(Data provided begins)
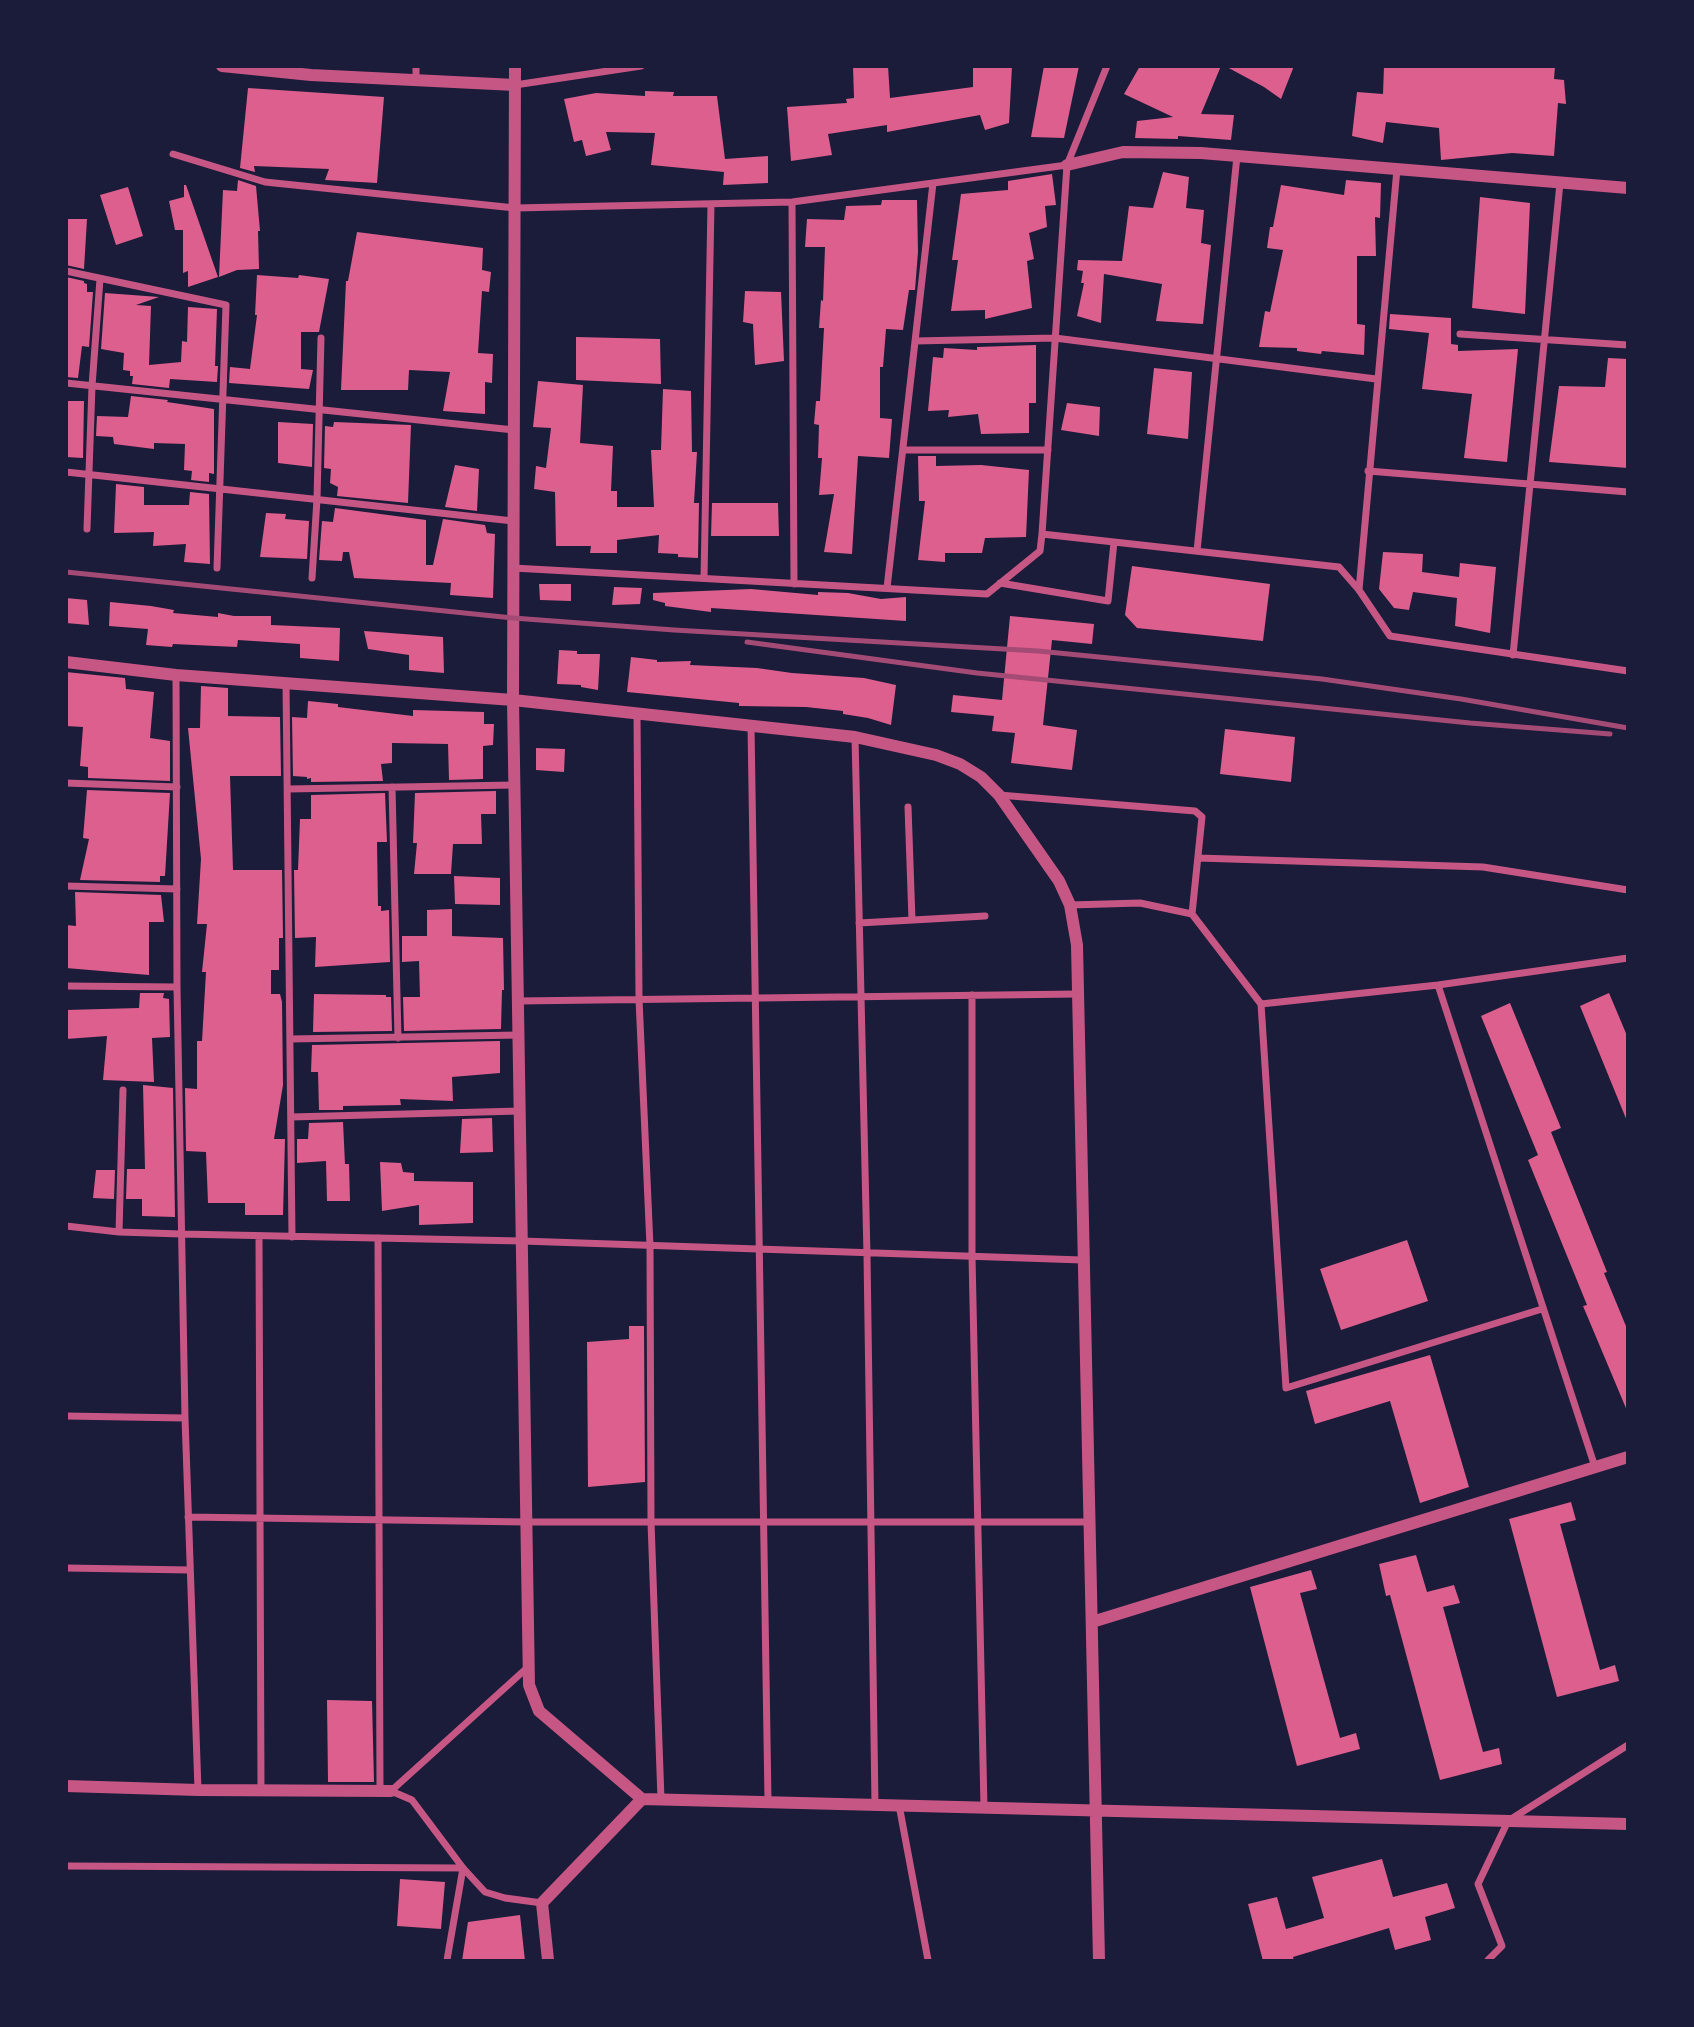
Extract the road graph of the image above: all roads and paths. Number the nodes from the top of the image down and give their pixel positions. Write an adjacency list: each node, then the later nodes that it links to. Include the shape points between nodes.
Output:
1 (222, 66): 5 (street)
2 (515, 66): 7 (street)
3 (1107, 66): 10 (street)
4 (638, 67): 7 (street)
5 (307, 71): 6 (street)
6 (416, 73): 7 (street)
7 (515, 85): 17 (street)
8 (173, 154): 17 (street, via 265,182)
9 (1237, 156): 10 (street, via 1123,152); 11 (street); 26 (street)
10 (1067, 165): 12 (street); 22 (street)
11 (1396, 169): 13 (street); 27 (street)
12 (933, 183): 15 (street); 24 (street)
13 (1560, 183): 14 (street); 23 (street)
14 (1628, 188)
15 (792, 202): 16 (street); 52 (street)
16 (711, 204): 17 (street); 50 (street)
17 (515, 208): 32 (street)
18 (66, 271): 19 (street)
19 (100, 279): 29 (street); 30 (street, via 226,305)
20 (1460, 334): 23 (street)
21 (321, 338): 31 (street)
22 (1055, 338): 24 (street); 26 (street); 34 (street)
23 (1545, 340): 25 (street); 38 (street)
24 (915, 341): 33 (street)
25 (1628, 345)
26 (1216, 359): 27 (street); 46 (street)
27 (1376, 379): 35 (street)
28 (66, 383): 29 (street)
29 (92, 386): 30 (street); 37 (street)
30 (224, 399): 31 (street); 39 (street)
31 (320, 409): 32 (street); 41 (street)
32 (514, 430): 42 (street)
33 (902, 450): 34 (street); 53 (street)
34 (1048, 450): 44 (street)
35 (1368, 471): 38 (street); 54 (street)
36 (66, 472): 37 (street)
37 (90, 474): 39 (street); 43 (street)
38 (1528, 484): 40 (street); 55 (street)
39 (219, 489): 41 (street); 47 (street)
40 (1628, 492)
41 (317, 499): 42 (street); 49 (street)
42 (513, 521): 48 (street)
43 (87, 529)
44 (1042, 534): 45 (street); 51 (street, via 1040,551)
45 (1114, 542): 46 (street); 51 (street, via 1108,601)
46 (1197, 551): 54 (street, via 1339,567)
47 (217, 568)
48 (513, 568): 50 (street); 60 (street)
49 (312, 578)
50 (704, 578): 52 (street)
51 (1000, 583): 53 (street, via 987,594)
52 (794, 584): 53 (street)
53 (887, 588)
54 (1359, 590): 55 (street, via 1390,636)
55 (1513, 655): 57 (street)
56 (66, 662): 58 (street)
57 (1628, 671)
58 (177, 675): 59 (street); 66 (street)
59 (286, 683): 60 (street); 68 (street)
60 (513, 700): 61 (street); 65 (street)
61 (637, 713): 62 (street); 88 (street)
62 (751, 726): 63 (street); 87 (street)
63 (855, 737): 69 (street, via 960,764); 79 (street)
64 (66, 783): 66 (street)
65 (514, 785): 67 (street); 89 (street)
66 (177, 787): 73 (street)
67 (392, 787): 68 (street); 92 (street)
68 (288, 789): 93 (street)
69 (999, 794): 71 (street, via 1195,811 1202,817); 75 (street, via 1046,860)
70 (908, 807): 78 (street)
71 (1198, 858): 74 (street, via 1483,867); 76 (street)
72 (66, 886): 73 (street)
73 (177, 889): 83 (street)
74 (1628, 890)
75 (1070, 905): 76 (street, via 1140,903); 84 (street)
76 (1192, 914): 90 (street)
77 (985, 916): 78 (street)
78 (912, 920): 79 (street)
79 (859, 923): 86 (street)
80 (1628, 958): 81 (street)
81 (1438, 985): 90 (street); 109 (street)
82 (66, 986): 83 (street)
83 (177, 987): 99 (street)
84 (1078, 994): 85 (street); 108 (street)
85 (972, 995): 86 (street); 107 (street)
86 (861, 996): 87 (street); 106 (street)
87 (755, 997): 88 (street); 105 (street)
88 (639, 999): 89 (street); 104 (street)
89 (518, 1001): 91 (street)
90 (1261, 1004): 109 (street, via 1286,1388)
91 (519, 1035): 92 (street); 95 (street)
92 (398, 1038): 93 (street)
93 (290, 1039): 96 (street)
94 (123, 1090): 98 (street)
95 (520, 1111): 96 (street); 103 (street)
96 (291, 1117): 101 (street)
97 (66, 1226): 98 (street)
98 (119, 1232): 99 (street)
99 (181, 1234): 100 (street); 111 (street)
100 (259, 1236): 101 (street); 115 (street)
101 (292, 1237): 102 (street)
102 (378, 1238): 103 (street); 116 (street)
103 (522, 1241): 104 (street); 117 (street)
104 (650, 1246): 105 (street); 118 (street)
105 (760, 1251): 106 (street); 119 (street)
106 (867, 1255): 107 (street); 122 (street)
107 (972, 1257): 108 (street); 120 (street)
108 (1082, 1260): 121 (street)
109 (1542, 1309): 113 (street)
110 (66, 1416): 111 (street)
111 (185, 1418): 114 (street)
112 (1628, 1457): 113 (street)
113 (1595, 1468): 125 (street)
114 (188, 1517): 115 (street); 124 (street)
115 (262, 1518): 116 (street); 130 (street)
116 (380, 1520): 117 (street); 131 (street)
117 (526, 1522): 118 (street); 126 (street)
118 (651, 1522): 119 (street); 133 (street)
119 (765, 1522): 122 (street); 134 (street)
120 (979, 1522): 121 (street); 122 (street); 137 (street)
121 (1089, 1522): 125 (street)
122 (871, 1523): 135 (street)
123 (66, 1568): 124 (street)
124 (190, 1570): 129 (street)
125 (1092, 1622): 138 (street)
126 (528, 1667): 131 (street); 132 (street, via 539,1711)
127 (1628, 1745): 139 (street)
128 (66, 1786): 129 (street)
129 (198, 1790): 130 (street)
130 (261, 1791): 131 (street)
131 (386, 1791): 142 (street, via 412,1800)
132 (642, 1799): 133 (street); 143 (street)
133 (661, 1799): 134 (street)
134 (768, 1801): 135 (street)
135 (875, 1805): 136 (street)
136 (899, 1805): 137 (street); 146 (street)
137 (984, 1807): 138 (street)
138 (1095, 1810): 139 (street); 147 (street)
139 (1508, 1821): 140 (street); 148 (street, via 1478,1884 1502,1946)
140 (1628, 1824)
141 (66, 1866): 142 (street)
142 (463, 1868): 143 (street, via 494,1896); 144 (street)
143 (542, 1903): 145 (street)
144 (447, 1961)
145 (548, 1961)
146 (928, 1961)
147 (1100, 1961)
148 (1488, 1961)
(Data provided ends)
Your job is to copy every entry exactly. Omit the pictures.

= The answer =
Extract the road graph of the image above: all roads and paths. Number the nodes from the top of the image down and give their pixel positions. Write an adjacency list: each node, then the later nodes that it links to. Include the shape points between nodes.
Output:
1 (222, 66): 5 (street)
2 (515, 66): 7 (street)
3 (1107, 66): 10 (street)
4 (638, 67): 7 (street)
5 (307, 71): 6 (street)
6 (416, 73): 7 (street)
7 (515, 85): 17 (street)
8 (173, 154): 17 (street, via 265,182)
9 (1237, 156): 10 (street, via 1123,152); 11 (street); 26 (street)
10 (1067, 165): 12 (street); 22 (street)
11 (1396, 169): 13 (street); 27 (street)
12 (933, 183): 15 (street); 24 (street)
13 (1560, 183): 14 (street); 23 (street)
14 (1628, 188)
15 (792, 202): 16 (street); 52 (street)
16 (711, 204): 17 (street); 50 (street)
17 (515, 208): 32 (street)
18 (66, 271): 19 (street)
19 (100, 279): 29 (street); 30 (street, via 226,305)
20 (1460, 334): 23 (street)
21 (321, 338): 31 (street)
22 (1055, 338): 24 (street); 26 (street); 34 (street)
23 (1545, 340): 25 (street); 38 (street)
24 (915, 341): 33 (street)
25 (1628, 345)
26 (1216, 359): 27 (street); 46 (street)
27 (1376, 379): 35 (street)
28 (66, 383): 29 (street)
29 (92, 386): 30 (street); 37 (street)
30 (224, 399): 31 (street); 39 (street)
31 (320, 409): 32 (street); 41 (street)
32 (514, 430): 42 (street)
33 (902, 450): 34 (street); 53 (street)
34 (1048, 450): 44 (street)
35 (1368, 471): 38 (street); 54 (street)
36 (66, 472): 37 (street)
37 (90, 474): 39 (street); 43 (street)
38 (1528, 484): 40 (street); 55 (street)
39 (219, 489): 41 (street); 47 (street)
40 (1628, 492)
41 (317, 499): 42 (street); 49 (street)
42 (513, 521): 48 (street)
43 (87, 529)
44 (1042, 534): 45 (street); 51 (street, via 1040,551)
45 (1114, 542): 46 (street); 51 (street, via 1108,601)
46 (1197, 551): 54 (street, via 1339,567)
47 (217, 568)
48 (513, 568): 50 (street); 60 (street)
49 (312, 578)
50 (704, 578): 52 (street)
51 (1000, 583): 53 (street, via 987,594)
52 (794, 584): 53 (street)
53 (887, 588)
54 (1359, 590): 55 (street, via 1390,636)
55 (1513, 655): 57 (street)
56 (66, 662): 58 (street)
57 (1628, 671)
58 (177, 675): 59 (street); 66 (street)
59 (286, 683): 60 (street); 68 (street)
60 (513, 700): 61 (street); 65 (street)
61 (637, 713): 62 (street); 88 (street)
62 (751, 726): 63 (street); 87 (street)
63 (855, 737): 69 (street, via 960,764); 79 (street)
64 (66, 783): 66 (street)
65 (514, 785): 67 (street); 89 (street)
66 (177, 787): 73 (street)
67 (392, 787): 68 (street); 92 (street)
68 (288, 789): 93 (street)
69 (999, 794): 71 (street, via 1195,811 1202,817); 75 (street, via 1046,860)
70 (908, 807): 78 (street)
71 (1198, 858): 74 (street, via 1483,867); 76 (street)
72 (66, 886): 73 (street)
73 (177, 889): 83 (street)
74 (1628, 890)
75 (1070, 905): 76 (street, via 1140,903); 84 (street)
76 (1192, 914): 90 (street)
77 (985, 916): 78 (street)
78 (912, 920): 79 (street)
79 (859, 923): 86 (street)
80 (1628, 958): 81 (street)
81 (1438, 985): 90 (street); 109 (street)
82 (66, 986): 83 (street)
83 (177, 987): 99 (street)
84 (1078, 994): 85 (street); 108 (street)
85 (972, 995): 86 (street); 107 (street)
86 (861, 996): 87 (street); 106 (street)
87 (755, 997): 88 (street); 105 (street)
88 (639, 999): 89 (street); 104 (street)
89 (518, 1001): 91 (street)
90 (1261, 1004): 109 (street, via 1286,1388)
91 (519, 1035): 92 (street); 95 (street)
92 (398, 1038): 93 (street)
93 (290, 1039): 96 (street)
94 (123, 1090): 98 (street)
95 (520, 1111): 96 (street); 103 (street)
96 (291, 1117): 101 (street)
97 (66, 1226): 98 (street)
98 (119, 1232): 99 (street)
99 (181, 1234): 100 (street); 111 (street)
100 (259, 1236): 101 (street); 115 (street)
101 (292, 1237): 102 (street)
102 (378, 1238): 103 (street); 116 (street)
103 (522, 1241): 104 (street); 117 (street)
104 (650, 1246): 105 (street); 118 (street)
105 (760, 1251): 106 (street); 119 (street)
106 (867, 1255): 107 (street); 122 (street)
107 (972, 1257): 108 (street); 120 (street)
108 (1082, 1260): 121 (street)
109 (1542, 1309): 113 (street)
110 (66, 1416): 111 (street)
111 (185, 1418): 114 (street)
112 (1628, 1457): 113 (street)
113 (1595, 1468): 125 (street)
114 (188, 1517): 115 (street); 124 (street)
115 (262, 1518): 116 (street); 130 (street)
116 (380, 1520): 117 (street); 131 (street)
117 (526, 1522): 118 (street); 126 (street)
118 (651, 1522): 119 (street); 133 (street)
119 (765, 1522): 122 (street); 134 (street)
120 (979, 1522): 121 (street); 122 (street); 137 (street)
121 (1089, 1522): 125 (street)
122 (871, 1523): 135 (street)
123 (66, 1568): 124 (street)
124 (190, 1570): 129 (street)
125 (1092, 1622): 138 (street)
126 (528, 1667): 131 (street); 132 (street, via 539,1711)
127 (1628, 1745): 139 (street)
128 (66, 1786): 129 (street)
129 (198, 1790): 130 (street)
130 (261, 1791): 131 (street)
131 (386, 1791): 142 (street, via 412,1800)
132 (642, 1799): 133 (street); 143 (street)
133 (661, 1799): 134 (street)
134 (768, 1801): 135 (street)
135 (875, 1805): 136 (street)
136 (899, 1805): 137 (street); 146 (street)
137 (984, 1807): 138 (street)
138 (1095, 1810): 139 (street); 147 (street)
139 (1508, 1821): 140 (street); 148 (street, via 1478,1884 1502,1946)
140 (1628, 1824)
141 (66, 1866): 142 (street)
142 (463, 1868): 143 (street, via 494,1896); 144 (street)
143 (542, 1903): 145 (street)
144 (447, 1961)
145 (548, 1961)
146 (928, 1961)
147 (1100, 1961)
148 (1488, 1961)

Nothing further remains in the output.